Influenciadores digitais e seu impacto nas decisões de consumo
Enviada em 16/08/2021
A Terceira Revolução Industrial, ocorrida em meados do século XX, é marcada principalmente pelo desenvolvimento de indústrias de alta tecnologia, responsáveis pela criação dos primeiros telefones. A partir disso, houve aprimoramentos nas diversas formas de comunicação, surgindo assim, as redes sociais, que facilitaram a vida de milhares de pessoas. Atualmente, as redes sociais extrapolaram a sua função inicial de conectar pessoas no ambiente virtual e são plataformas usadas também para o trabalho. Em decorrência disso, torna-se necessário o debate a respeito dos influenciadores digitais e seu impacto nas decisões de consumo.
Em primeiro lugar, o surgimento dos “digitais influencers” ocasionou muitos impactos nas decisões de consumo da sociedade e no mercado de trabalho. As redes sociais, como o Instagram, têm como objetivo principal o compartilhamento de momentos e aproximação, além de serem usadas para o trabalho dos digitais influencers, por meio da divulgação de produtos e serviços, o que acarreta em maior publicidade e visibilidade, acelerando as vendas e afetando as decisões de compra por meio da identificação com seus seguidores. Jade Picon é um exemplo de influenciadora que realizou uma mudança drástica no seu cabelo, o que causou uma enorme repercussão e engajamento para a mesma e para a marca, L’oréal Paris, responsável pela transformação e pelos produtos utilizados.

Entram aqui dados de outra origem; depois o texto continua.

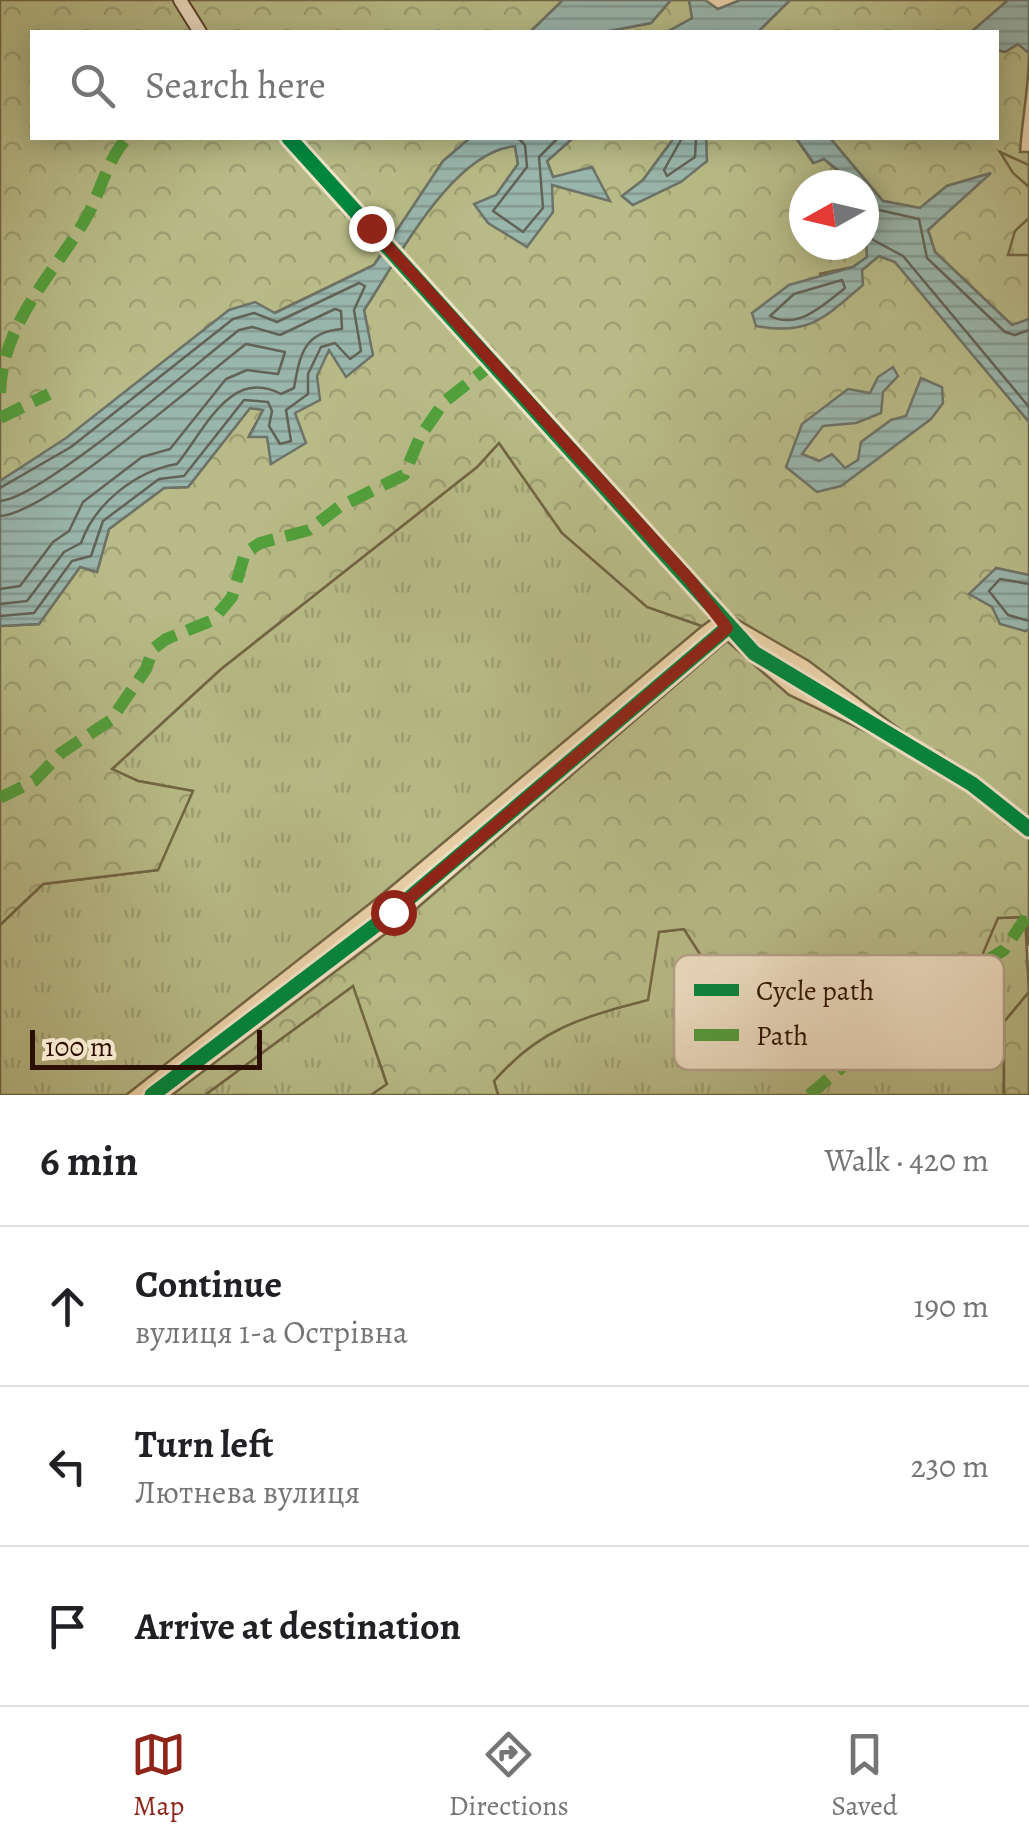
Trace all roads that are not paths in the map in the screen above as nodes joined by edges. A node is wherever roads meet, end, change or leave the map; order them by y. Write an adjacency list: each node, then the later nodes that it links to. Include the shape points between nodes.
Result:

Além do mais, digitais influencers ou influenciadores, recebem esse nome por serem capazes de impactar as pessoas em seus comportamentos, ideias e, principalmente, na compra de produtos. Com a confiança e proximidade transmitida por esses inspiradores digitais, as publicidades e recomendações são vistas como conselhos dados por amigos, o que acarreta no aumento do desejo de consumo dos seguidores. Em princípio, devido à vulnerabilidade dos consumidores digitais e ao nítido papel de liderança dos influenciadores, é agravado o consumismo compulsivo dos indivíduos, isto é, compras são realizadas por impulso e sem necessidade real devido à sensação de felicidade momentânea e à suposta aproximação do estilo de vida perfeito apresentado.

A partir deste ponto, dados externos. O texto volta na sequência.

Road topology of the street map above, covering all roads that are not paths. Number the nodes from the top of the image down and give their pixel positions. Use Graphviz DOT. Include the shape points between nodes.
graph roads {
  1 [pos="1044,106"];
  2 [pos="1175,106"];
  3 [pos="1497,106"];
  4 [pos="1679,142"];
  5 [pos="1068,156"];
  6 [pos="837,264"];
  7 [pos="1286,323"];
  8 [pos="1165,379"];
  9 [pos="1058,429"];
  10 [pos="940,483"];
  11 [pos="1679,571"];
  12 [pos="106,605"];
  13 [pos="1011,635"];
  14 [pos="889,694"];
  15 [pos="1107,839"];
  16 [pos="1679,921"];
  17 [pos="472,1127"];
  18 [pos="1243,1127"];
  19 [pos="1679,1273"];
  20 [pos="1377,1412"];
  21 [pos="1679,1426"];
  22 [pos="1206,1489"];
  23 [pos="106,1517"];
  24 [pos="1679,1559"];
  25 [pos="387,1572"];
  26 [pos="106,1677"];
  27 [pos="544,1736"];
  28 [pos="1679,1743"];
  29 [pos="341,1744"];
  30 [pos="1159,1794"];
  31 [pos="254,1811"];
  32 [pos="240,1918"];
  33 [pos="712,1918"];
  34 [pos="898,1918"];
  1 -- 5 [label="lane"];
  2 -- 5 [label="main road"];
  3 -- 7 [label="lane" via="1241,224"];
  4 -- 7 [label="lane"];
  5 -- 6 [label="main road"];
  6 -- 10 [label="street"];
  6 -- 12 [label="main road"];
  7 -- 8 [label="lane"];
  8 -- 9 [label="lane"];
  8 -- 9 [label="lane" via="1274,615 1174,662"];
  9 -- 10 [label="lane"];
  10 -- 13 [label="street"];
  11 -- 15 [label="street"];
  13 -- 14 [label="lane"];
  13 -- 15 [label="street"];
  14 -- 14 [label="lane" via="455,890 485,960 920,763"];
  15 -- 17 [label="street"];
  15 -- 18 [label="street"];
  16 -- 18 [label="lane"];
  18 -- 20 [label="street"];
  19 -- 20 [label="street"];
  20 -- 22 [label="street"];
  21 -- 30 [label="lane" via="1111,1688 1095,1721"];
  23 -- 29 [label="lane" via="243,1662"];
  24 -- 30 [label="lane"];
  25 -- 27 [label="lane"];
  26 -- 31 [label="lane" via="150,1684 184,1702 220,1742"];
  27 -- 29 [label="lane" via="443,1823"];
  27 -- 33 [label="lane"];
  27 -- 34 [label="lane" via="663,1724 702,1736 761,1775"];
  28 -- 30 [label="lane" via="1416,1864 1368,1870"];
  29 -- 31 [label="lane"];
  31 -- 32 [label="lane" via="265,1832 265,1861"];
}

Em suma, tendo evidenciado tal problemática, é viável que os consumidores devem definir um limite de gastos para compras desnecessárias, por meio de anotações dos itens selecionados, a fim de que, assim, seja possível diminuir o nível de consumismo causado por uma felicidade passageira. Além disso, seria uma ação com maior efetividade caso o consumidor parasse de acompanhar influenciadores impulsionadores das compras exacerbadas que não deixem claro ao seguidor quando a postagem se tratar de publicidade diminuindo a influência gerada por eles, e consequentemente, o consumismo.